Arabia Saudita: immenso database delle donne per impedire la fuga

Riyadh (AsiaNews.it) – Le autorità saudite hanno creato un immenso database sulle donne del Paese, che viene utilizzato dai loro parenti maschi – il padre, il marito, il figlio – per tracciare i loro movimenti e stroncare sul nascere ogni possibile tentativo di fuga. Riyadh intende dunque puntare sulla tecnologia, per continuare a reprimere la lotta per la libertà e i diritti delle rappresentanti dell’universo rosa. Attivisti e ong pro diritti umani definiscono il sistema di monitoraggio, emerso da un’inchiesta di Insider, un “prolungamento in rete” delle leggi sulla tutela maschile.

Un archivio che esiste da anni e rafforzato di recente, in seguito alla vicenda della 18enne Rahaf Mohammed al-Qunun, in fuga dalla famiglia di origine – dopo aver abbandonato l’islam – per il timore di essere uccisa. Bloccata per giorni in Thailandia in attesa di un visto per l’Australia, la sua storia ha conquistato le prime pagine dei giornali di tutto il mondo. Dopo un braccio di ferro durato giorni, l’Onu le ha concesso lo status di rifugiata e il Canada l’ha accolta sfidando le ire di Riyadh.

Del resto in Arabia Saudita le donne continuano a essere represse per il loro attivismo e a poco sono valse le tanto sbandierate “riforme” del principe ereditario Mohammad bin Salman (Mbs), fra cui la fine del divieto di guida. La tutela maschile viene considerata come una forma di apartheid di genere, che lega al donna al proprio “guardiano” uomo. Essa trova applicazione tanto online e sui social, quanto nella vita reale.

Il sistema di guardia digitalizzato funziona grazie all’ausilio di una app per cellulari chiamata Absher, il predicatore in lingua araba, che consente fra gli altri di pagare multe o rinnovare la patente, interagendo in modo diretto con il ministero degli Interni. Il sistema – poco conosciuto fra i media occidentali – contiene al suo interno un registro delle donne del regno e i mezzi per vietare loro di viaggiare all’estero o catturarle nel caso di un tentativo di fuga. I confini nazionali sono infatti integrati con questo sistema e, in caso di tentativo di uso del passaporto (autorizzato o meno), partono degli sms di allerta. In questo modo i guardiani maschi possono stabilire quando, da quali aeroporti e per quanto tempo le donne sono autorizzate a viaggiare, intrappolandole – di fatto – in Arabia Saudita. Il fenomeno ha assunto una rilevanza notevole, considerando che ogni anno almeno 1000 donne cercano di fuggire; Absher ha consentito di catturare la gran parte di loro, ben prima che potessero lasciare il Paese.
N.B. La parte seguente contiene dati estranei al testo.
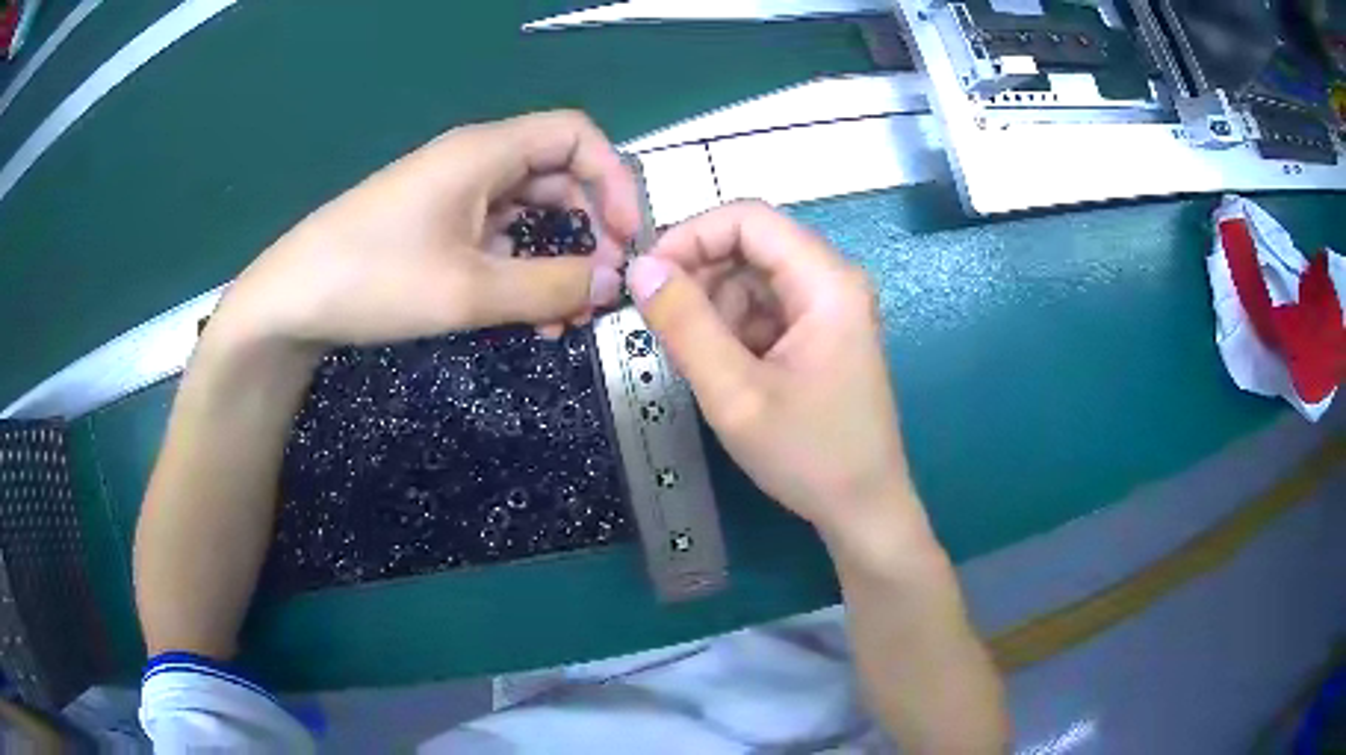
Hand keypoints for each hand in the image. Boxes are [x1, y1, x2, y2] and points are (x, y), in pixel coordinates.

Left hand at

Fra le tante storie di fuga, Insider racconta quella di Shahad al-Mohaimeed che ha approfittato di una vacanza con la famiglia in una località turistica turca sul mar Nero per far perdere le proprie tracce. La giovane è uscita dall’albergo in piena notte, dopo aver preso con sé i cellulari dei parenti/guardiani per evitare di essere scoperta. Oggi vive a Tbilisi, in Georgia, e racconta che “quando decidiamo di andarcene, scegliamo di mettere le nostre vite in pericolo. Perché se non riusciamo, le nostre famiglie ci uccideranno”. Non vi è alcuna forma di sostegno “per chi viene maltrattato”, conclude, anche quando “viene denunciato, la polizia è sempre dalla parte dell’uomo”.